Donald J. Trump Junior wird einen anderen, einen leiseren Stil pflegen als sein Vater, was ihm, wenn er außerhalb der großen Cowboyzone agieren will, nur helfen kann. Die Masche des polternden Selbstdarstellers, der es mit einer Mischung aus Skrupellosigkeiten, Geschäftssinn und Showtalent ganz nach oben schaffte, funktioniert außerhalb Amerikas eben nicht so gut. In Deutschland kam die Vorstellung nicht mal an, als sie ein netter Dicker wie Reiner Calmund in Diensten von RTL interpretierte.
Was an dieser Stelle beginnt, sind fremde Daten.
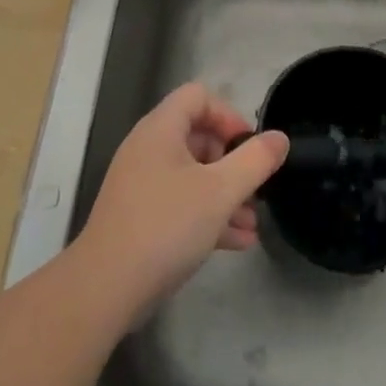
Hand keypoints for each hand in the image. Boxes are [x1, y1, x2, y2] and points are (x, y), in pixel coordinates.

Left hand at [76, 83, 288, 311]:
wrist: (106, 288)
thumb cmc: (166, 226)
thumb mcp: (220, 192)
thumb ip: (254, 161)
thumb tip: (279, 138)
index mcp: (161, 129)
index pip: (198, 96)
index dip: (229, 115)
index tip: (250, 147)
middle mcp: (148, 149)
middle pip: (198, 136)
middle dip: (232, 162)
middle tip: (256, 189)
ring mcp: (142, 184)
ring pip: (192, 175)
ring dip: (225, 194)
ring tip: (253, 222)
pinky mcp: (140, 216)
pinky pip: (181, 203)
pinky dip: (208, 215)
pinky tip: (237, 242)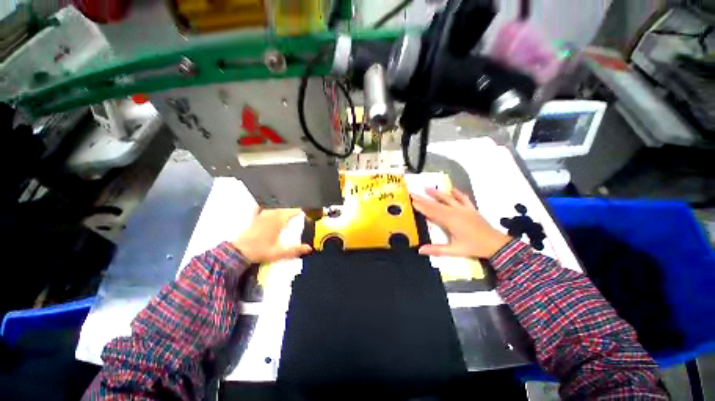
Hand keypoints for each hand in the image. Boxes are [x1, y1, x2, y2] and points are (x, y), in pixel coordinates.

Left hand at [232, 209, 312, 263]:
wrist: (238, 252)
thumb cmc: (259, 251)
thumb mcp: (279, 252)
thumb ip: (295, 250)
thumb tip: (309, 248)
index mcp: (279, 219)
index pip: (295, 210)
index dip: (302, 212)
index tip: (307, 215)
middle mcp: (272, 213)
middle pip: (287, 207)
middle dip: (294, 211)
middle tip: (299, 217)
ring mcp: (262, 214)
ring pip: (277, 207)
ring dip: (283, 209)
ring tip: (288, 217)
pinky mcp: (255, 217)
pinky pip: (264, 208)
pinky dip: (270, 208)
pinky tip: (272, 212)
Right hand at [411, 188, 511, 258]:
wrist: (496, 244)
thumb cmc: (474, 247)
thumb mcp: (454, 250)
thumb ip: (436, 250)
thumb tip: (420, 250)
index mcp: (449, 220)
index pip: (431, 212)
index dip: (420, 206)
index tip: (411, 201)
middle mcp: (455, 212)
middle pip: (436, 204)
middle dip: (423, 198)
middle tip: (413, 193)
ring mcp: (464, 209)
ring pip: (448, 198)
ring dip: (437, 193)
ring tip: (427, 188)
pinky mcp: (471, 209)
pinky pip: (463, 198)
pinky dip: (457, 193)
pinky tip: (452, 190)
Für die letzten Fotos posiert Trump Jr. nun im Eingangsbereich des 26. Stocks. Man sieht hinunter auf New York und den Central Park, ein grünes Rechteck im großen Grau. Er lächelt hartnäckig, das Haar liegt, als sei es mit Baubeton angerührt, und auch die Krawatte sitzt tadellos. In diesem Moment stürmt Vater vorbei, mit einer Entourage von Anzugträgern und Bodyguards im Schlepptau.

„Oh, seht euch mal den Star hier an!“, kommentiert Trump, ob er dabei grinst, ist nicht zu erkennen, denn er ist bereits einige Schritte weit weg. Die Anzugträger grinsen jedenfalls Pflicht bewusst. Trump Jr. möchte etwas erwidern, er öffnet den Mund. Doch ihm fällt nichts ein. Dann gleitet die Aufzugtür zu.

 

Die Reportage erschien in der Zeitschrift max.

Stefan Kruecken, Jahrgang 1975, leitet mit seiner Frau Julia den von ihnen gegründeten Ankerherz Verlag. Vor dieser Zeit berichtete er Reporter weltweit für Magazine wie “max”, “Stern” und “GQ”, von Hooligans in Glasgow, Kindersoldaten in Uganda oder Fußballern in Rio. Das Paar hat vier Kinder und lebt in der Nähe von Hamburg.